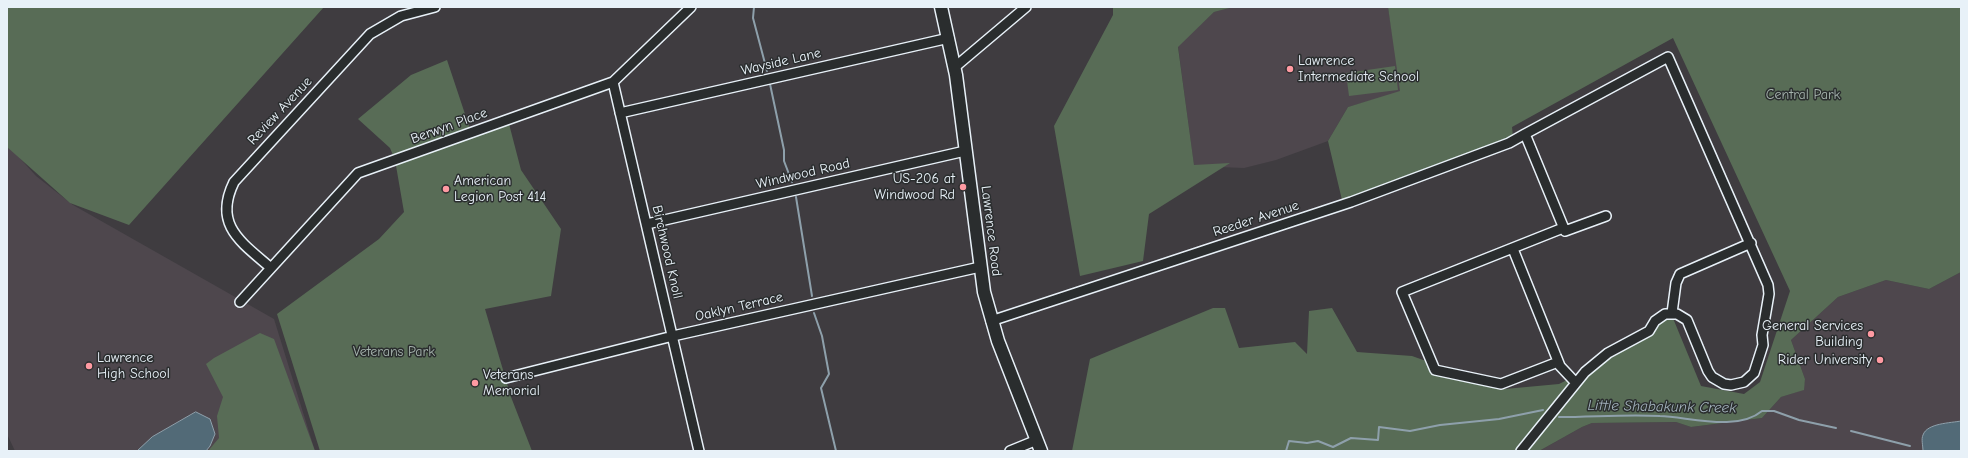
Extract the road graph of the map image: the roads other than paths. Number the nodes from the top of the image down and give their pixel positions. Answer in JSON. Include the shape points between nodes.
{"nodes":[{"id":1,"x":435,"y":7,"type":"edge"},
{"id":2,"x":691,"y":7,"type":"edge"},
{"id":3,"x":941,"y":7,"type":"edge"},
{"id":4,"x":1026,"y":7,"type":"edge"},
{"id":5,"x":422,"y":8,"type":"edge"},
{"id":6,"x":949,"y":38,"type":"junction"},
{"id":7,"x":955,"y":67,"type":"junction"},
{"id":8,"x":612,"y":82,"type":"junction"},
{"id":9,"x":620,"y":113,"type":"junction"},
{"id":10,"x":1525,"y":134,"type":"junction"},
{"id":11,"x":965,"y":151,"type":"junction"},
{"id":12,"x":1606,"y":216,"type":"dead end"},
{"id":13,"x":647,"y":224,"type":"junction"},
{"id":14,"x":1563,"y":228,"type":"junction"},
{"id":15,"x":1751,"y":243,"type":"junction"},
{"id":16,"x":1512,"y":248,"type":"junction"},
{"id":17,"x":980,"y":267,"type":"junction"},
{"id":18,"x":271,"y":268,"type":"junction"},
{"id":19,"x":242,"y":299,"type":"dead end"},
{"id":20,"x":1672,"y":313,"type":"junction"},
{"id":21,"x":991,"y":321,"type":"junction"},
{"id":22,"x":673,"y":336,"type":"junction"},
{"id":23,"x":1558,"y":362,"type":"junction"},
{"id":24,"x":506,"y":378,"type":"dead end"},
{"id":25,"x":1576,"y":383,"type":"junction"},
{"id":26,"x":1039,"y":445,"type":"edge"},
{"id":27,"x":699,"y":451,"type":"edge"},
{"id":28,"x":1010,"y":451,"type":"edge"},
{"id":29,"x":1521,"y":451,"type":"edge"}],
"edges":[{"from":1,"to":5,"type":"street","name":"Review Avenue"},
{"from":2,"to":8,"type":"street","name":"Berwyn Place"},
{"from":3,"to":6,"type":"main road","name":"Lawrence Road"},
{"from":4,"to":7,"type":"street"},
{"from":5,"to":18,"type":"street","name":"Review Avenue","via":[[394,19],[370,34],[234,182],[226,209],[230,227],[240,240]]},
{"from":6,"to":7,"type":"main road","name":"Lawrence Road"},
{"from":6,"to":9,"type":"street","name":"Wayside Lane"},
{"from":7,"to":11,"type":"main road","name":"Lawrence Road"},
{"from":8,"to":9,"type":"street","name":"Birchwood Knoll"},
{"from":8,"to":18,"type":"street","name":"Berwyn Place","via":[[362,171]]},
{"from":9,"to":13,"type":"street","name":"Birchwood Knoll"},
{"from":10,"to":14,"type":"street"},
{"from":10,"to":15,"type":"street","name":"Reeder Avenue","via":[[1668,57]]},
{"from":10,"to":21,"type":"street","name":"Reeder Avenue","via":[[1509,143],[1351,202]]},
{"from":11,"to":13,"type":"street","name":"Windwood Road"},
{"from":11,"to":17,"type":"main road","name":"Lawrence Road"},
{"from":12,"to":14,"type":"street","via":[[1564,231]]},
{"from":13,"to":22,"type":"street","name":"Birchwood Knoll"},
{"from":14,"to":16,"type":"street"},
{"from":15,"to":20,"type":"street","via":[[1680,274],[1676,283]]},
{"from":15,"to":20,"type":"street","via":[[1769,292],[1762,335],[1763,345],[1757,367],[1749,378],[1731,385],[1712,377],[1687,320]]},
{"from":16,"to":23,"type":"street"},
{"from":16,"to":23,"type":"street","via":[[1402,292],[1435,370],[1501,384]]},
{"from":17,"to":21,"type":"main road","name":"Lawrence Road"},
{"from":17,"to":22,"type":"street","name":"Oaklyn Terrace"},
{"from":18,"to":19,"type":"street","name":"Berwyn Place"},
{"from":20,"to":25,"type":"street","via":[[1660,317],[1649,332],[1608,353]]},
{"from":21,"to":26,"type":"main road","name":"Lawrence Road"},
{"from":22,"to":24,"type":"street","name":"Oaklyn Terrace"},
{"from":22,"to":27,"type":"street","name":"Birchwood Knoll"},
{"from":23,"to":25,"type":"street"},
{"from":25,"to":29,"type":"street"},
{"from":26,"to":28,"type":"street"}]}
---*---
HOW TO COMPLETE THIS TASK: Print the listing exactly, minus its pictures.

ANSWER SPACE:
Extract the road graph of the map image: the roads other than paths. Number the nodes from the top of the image down and give their pixel positions. Answer in JSON. Include the shape points between nodes.
{"nodes":[{"id":1,"x":435,"y":7,"type":"edge"},
{"id":2,"x":691,"y":7,"type":"edge"},
{"id":3,"x":941,"y":7,"type":"edge"},
{"id":4,"x":1026,"y":7,"type":"edge"},
{"id":5,"x":422,"y":8,"type":"edge"},
{"id":6,"x":949,"y":38,"type":"junction"},
{"id":7,"x":955,"y":67,"type":"junction"},
{"id":8,"x":612,"y":82,"type":"junction"},
{"id":9,"x":620,"y":113,"type":"junction"},
{"id":10,"x":1525,"y":134,"type":"junction"},
{"id":11,"x":965,"y":151,"type":"junction"},
{"id":12,"x":1606,"y":216,"type":"dead end"},
{"id":13,"x":647,"y":224,"type":"junction"},
{"id":14,"x":1563,"y":228,"type":"junction"},
{"id":15,"x":1751,"y":243,"type":"junction"},
{"id":16,"x":1512,"y":248,"type":"junction"},
{"id":17,"x":980,"y":267,"type":"junction"},
{"id":18,"x":271,"y":268,"type":"junction"},
{"id":19,"x":242,"y":299,"type":"dead end"},
{"id":20,"x":1672,"y":313,"type":"junction"},
{"id":21,"x":991,"y":321,"type":"junction"},
{"id":22,"x":673,"y":336,"type":"junction"},
{"id":23,"x":1558,"y":362,"type":"junction"},
{"id":24,"x":506,"y":378,"type":"dead end"},
{"id":25,"x":1576,"y":383,"type":"junction"},
{"id":26,"x":1039,"y":445,"type":"edge"},
{"id":27,"x":699,"y":451,"type":"edge"},
{"id":28,"x":1010,"y":451,"type":"edge"},
{"id":29,"x":1521,"y":451,"type":"edge"}],
"edges":[{"from":1,"to":5,"type":"street","name":"Review Avenue"},
{"from":2,"to":8,"type":"street","name":"Berwyn Place"},
{"from":3,"to":6,"type":"main road","name":"Lawrence Road"},
{"from":4,"to":7,"type":"street"},
{"from":5,"to":18,"type":"street","name":"Review Avenue","via":[[394,19],[370,34],[234,182],[226,209],[230,227],[240,240]]},
{"from":6,"to":7,"type":"main road","name":"Lawrence Road"},
{"from":6,"to":9,"type":"street","name":"Wayside Lane"},
{"from":7,"to":11,"type":"main road","name":"Lawrence Road"},
{"from":8,"to":9,"type":"street","name":"Birchwood Knoll"},
{"from":8,"to":18,"type":"street","name":"Berwyn Place","via":[[362,171]]},
{"from":9,"to":13,"type":"street","name":"Birchwood Knoll"},
{"from":10,"to":14,"type":"street"},
{"from":10,"to":15,"type":"street","name":"Reeder Avenue","via":[[1668,57]]},
{"from":10,"to":21,"type":"street","name":"Reeder Avenue","via":[[1509,143],[1351,202]]},
{"from":11,"to":13,"type":"street","name":"Windwood Road"},
{"from":11,"to":17,"type":"main road","name":"Lawrence Road"},
{"from":12,"to":14,"type":"street","via":[[1564,231]]},
{"from":13,"to":22,"type":"street","name":"Birchwood Knoll"},
{"from":14,"to":16,"type":"street"},
{"from":15,"to":20,"type":"street","via":[[1680,274],[1676,283]]},
{"from":15,"to":20,"type":"street","via":[[1769,292],[1762,335],[1763,345],[1757,367],[1749,378],[1731,385],[1712,377],[1687,320]]},
{"from":16,"to":23,"type":"street"},
{"from":16,"to":23,"type":"street","via":[[1402,292],[1435,370],[1501,384]]},
{"from":17,"to":21,"type":"main road","name":"Lawrence Road"},
{"from":17,"to":22,"type":"street","name":"Oaklyn Terrace"},
{"from":18,"to":19,"type":"street","name":"Berwyn Place"},
{"from":20,"to":25,"type":"street","via":[[1660,317],[1649,332],[1608,353]]},
{"from":21,"to":26,"type":"main road","name":"Lawrence Road"},
{"from":22,"to":24,"type":"street","name":"Oaklyn Terrace"},
{"from":22,"to":27,"type":"street","name":"Birchwood Knoll"},
{"from":23,"to":25,"type":"street"},
{"from":25,"to":29,"type":"street"},
{"from":26,"to":28,"type":"street"}]}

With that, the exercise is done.